Exercise brief: Images are to be excluded, and the rest of the data repeated exactly.

┄┄┄┄┄┄┄┄┄┄┄┄┄┄┄┄┄┄┄┄

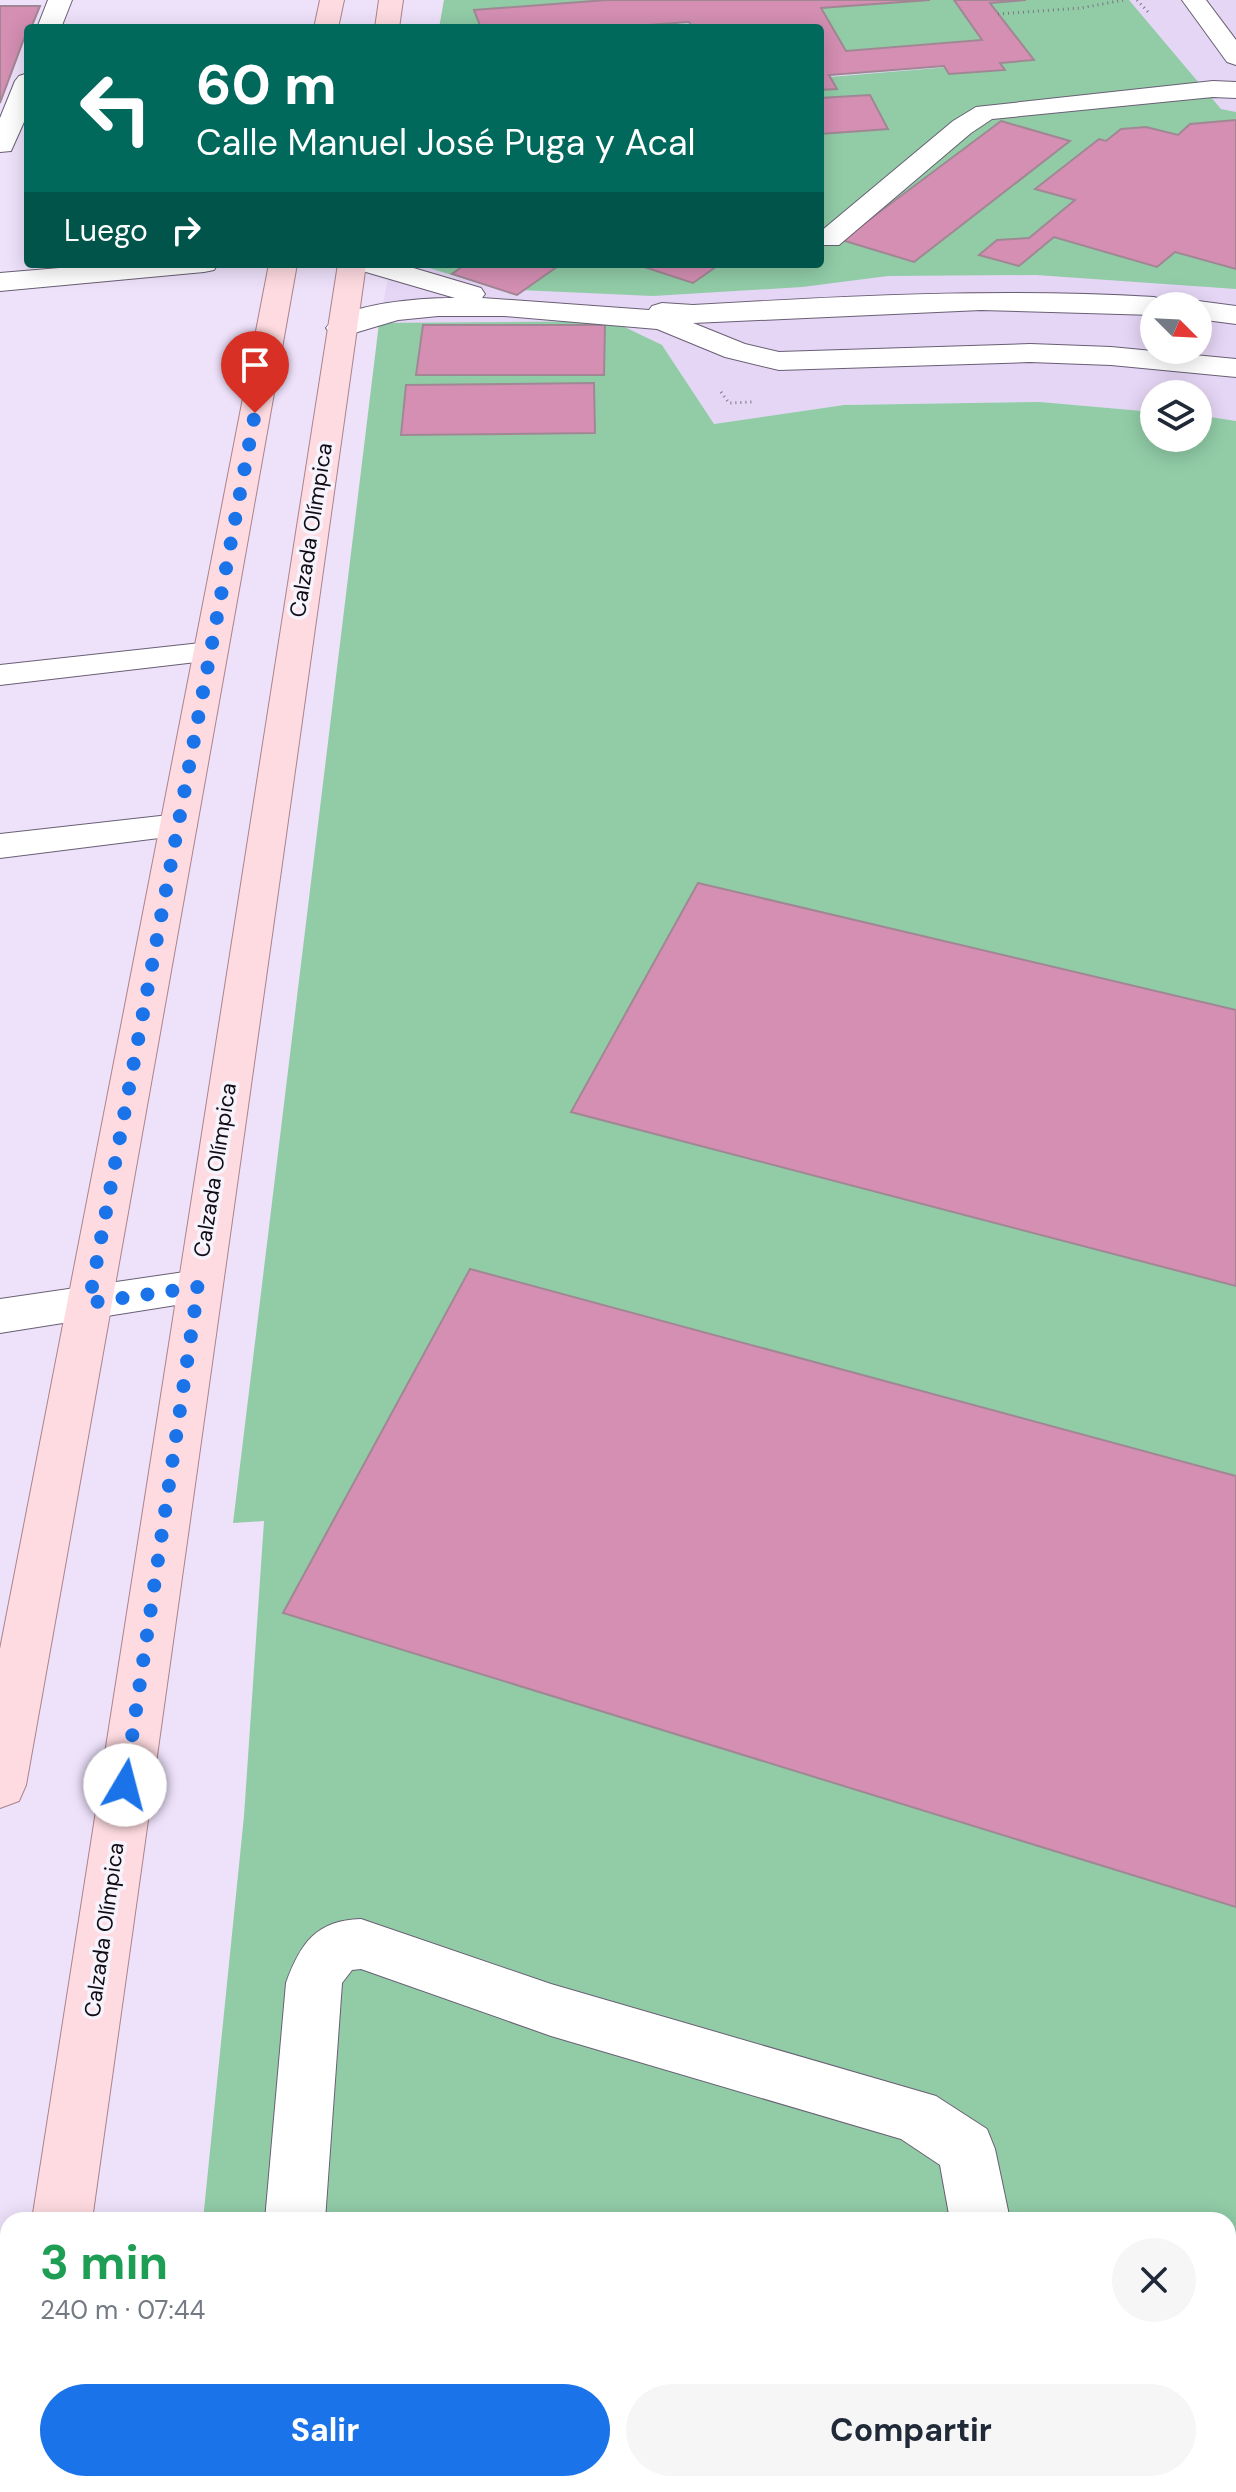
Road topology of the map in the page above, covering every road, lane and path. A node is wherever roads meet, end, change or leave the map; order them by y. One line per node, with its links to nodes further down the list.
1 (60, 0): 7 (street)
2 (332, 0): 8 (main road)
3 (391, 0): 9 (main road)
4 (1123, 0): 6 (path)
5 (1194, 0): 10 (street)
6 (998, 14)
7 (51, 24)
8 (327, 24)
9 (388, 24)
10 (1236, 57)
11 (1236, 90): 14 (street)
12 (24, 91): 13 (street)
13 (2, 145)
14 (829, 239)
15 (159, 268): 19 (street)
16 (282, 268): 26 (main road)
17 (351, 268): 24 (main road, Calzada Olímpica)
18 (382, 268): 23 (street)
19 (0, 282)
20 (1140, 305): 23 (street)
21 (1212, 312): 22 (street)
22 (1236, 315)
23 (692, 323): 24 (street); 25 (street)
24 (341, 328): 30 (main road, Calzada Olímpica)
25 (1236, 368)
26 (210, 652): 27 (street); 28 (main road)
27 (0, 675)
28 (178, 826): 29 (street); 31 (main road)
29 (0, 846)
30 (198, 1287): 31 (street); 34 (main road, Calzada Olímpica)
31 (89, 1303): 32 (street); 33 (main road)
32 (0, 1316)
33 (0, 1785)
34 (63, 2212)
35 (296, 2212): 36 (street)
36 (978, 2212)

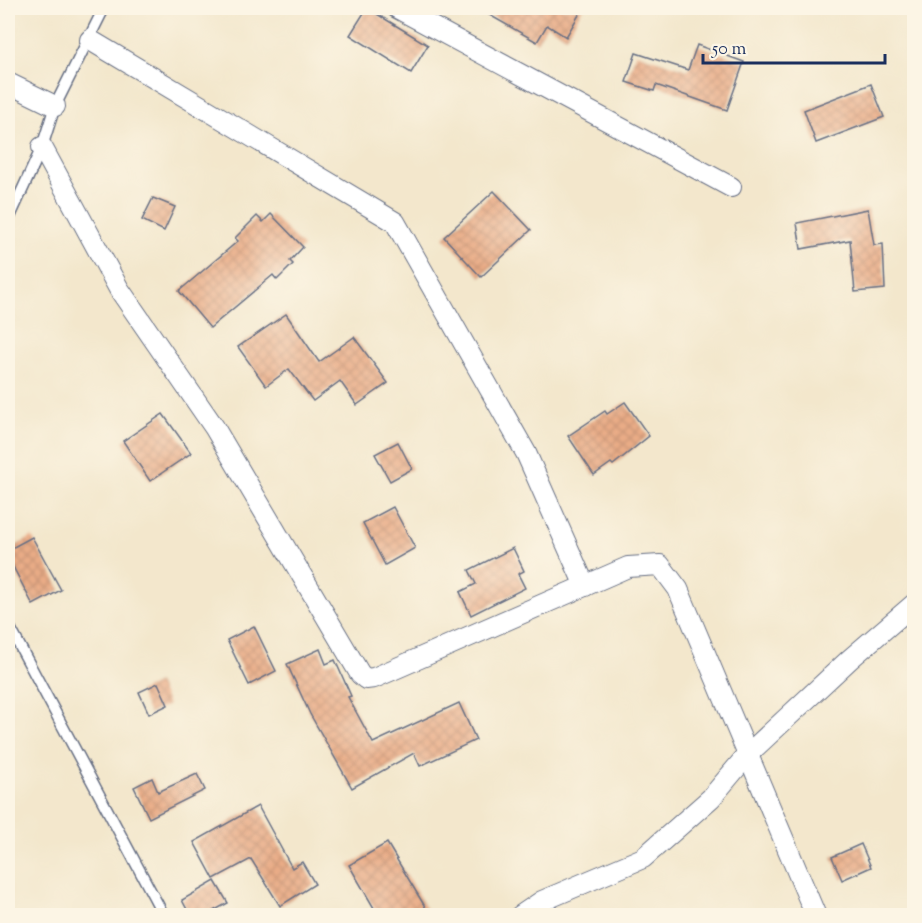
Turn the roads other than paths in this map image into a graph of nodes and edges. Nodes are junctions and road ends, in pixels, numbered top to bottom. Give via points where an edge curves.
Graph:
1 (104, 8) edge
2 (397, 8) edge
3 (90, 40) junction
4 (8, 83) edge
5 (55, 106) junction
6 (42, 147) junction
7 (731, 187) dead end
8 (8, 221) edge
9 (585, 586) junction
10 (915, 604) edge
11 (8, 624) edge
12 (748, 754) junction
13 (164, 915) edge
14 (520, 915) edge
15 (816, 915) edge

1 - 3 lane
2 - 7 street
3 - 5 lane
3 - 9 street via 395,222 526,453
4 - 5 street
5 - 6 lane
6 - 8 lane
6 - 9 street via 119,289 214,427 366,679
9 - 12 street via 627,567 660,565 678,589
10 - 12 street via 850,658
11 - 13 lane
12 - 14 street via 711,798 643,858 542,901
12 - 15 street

┄┄┄┄┄┄┄┄┄┄┄┄┄┄┄┄┄┄┄┄

Expected output:
Road topology of the map in the page above, covering every road, lane and path. A node is wherever roads meet, end, change or leave the map; order them by y. One line per node, with its links to nodes further down the list.
1 (60, 0): 7 (street)
2 (332, 0): 8 (main road)
3 (391, 0): 9 (main road)
4 (1123, 0): 6 (path)
5 (1194, 0): 10 (street)
6 (998, 14)
7 (51, 24)
8 (327, 24)
9 (388, 24)
10 (1236, 57)
11 (1236, 90): 14 (street)
12 (24, 91): 13 (street)
13 (2, 145)
14 (829, 239)
15 (159, 268): 19 (street)
16 (282, 268): 26 (main road)
17 (351, 268): 24 (main road, Calzada Olímpica)
18 (382, 268): 23 (street)
19 (0, 282)
20 (1140, 305): 23 (street)
21 (1212, 312): 22 (street)
22 (1236, 315)
23 (692, 323): 24 (street); 25 (street)
24 (341, 328): 30 (main road, Calzada Olímpica)
25 (1236, 368)
26 (210, 652): 27 (street); 28 (main road)
27 (0, 675)
28 (178, 826): 29 (street); 31 (main road)
29 (0, 846)
30 (198, 1287): 31 (street); 34 (main road, Calzada Olímpica)
31 (89, 1303): 32 (street); 33 (main road)
32 (0, 1316)
33 (0, 1785)
34 (63, 2212)
35 (296, 2212): 36 (street)
36 (978, 2212)

Turn the roads other than paths in this map image into a graph of nodes and edges. Nodes are junctions and road ends, in pixels, numbered top to bottom. Give via points where an edge curves.
Graph:
1 (104, 8) edge
2 (397, 8) edge
3 (90, 40) junction
4 (8, 83) edge
5 (55, 106) junction
6 (42, 147) junction
7 (731, 187) dead end
8 (8, 221) edge
9 (585, 586) junction
10 (915, 604) edge
11 (8, 624) edge
12 (748, 754) junction
13 (164, 915) edge
14 (520, 915) edge
15 (816, 915) edge

1 - 3 lane
2 - 7 street
3 - 5 lane
3 - 9 street via 395,222 526,453
4 - 5 street
5 - 6 lane
6 - 8 lane
6 - 9 street via 119,289 214,427 366,679
9 - 12 street via 627,567 660,565 678,589
10 - 12 street via 850,658
11 - 13 lane
12 - 14 street via 711,798 643,858 542,901
12 - 15 street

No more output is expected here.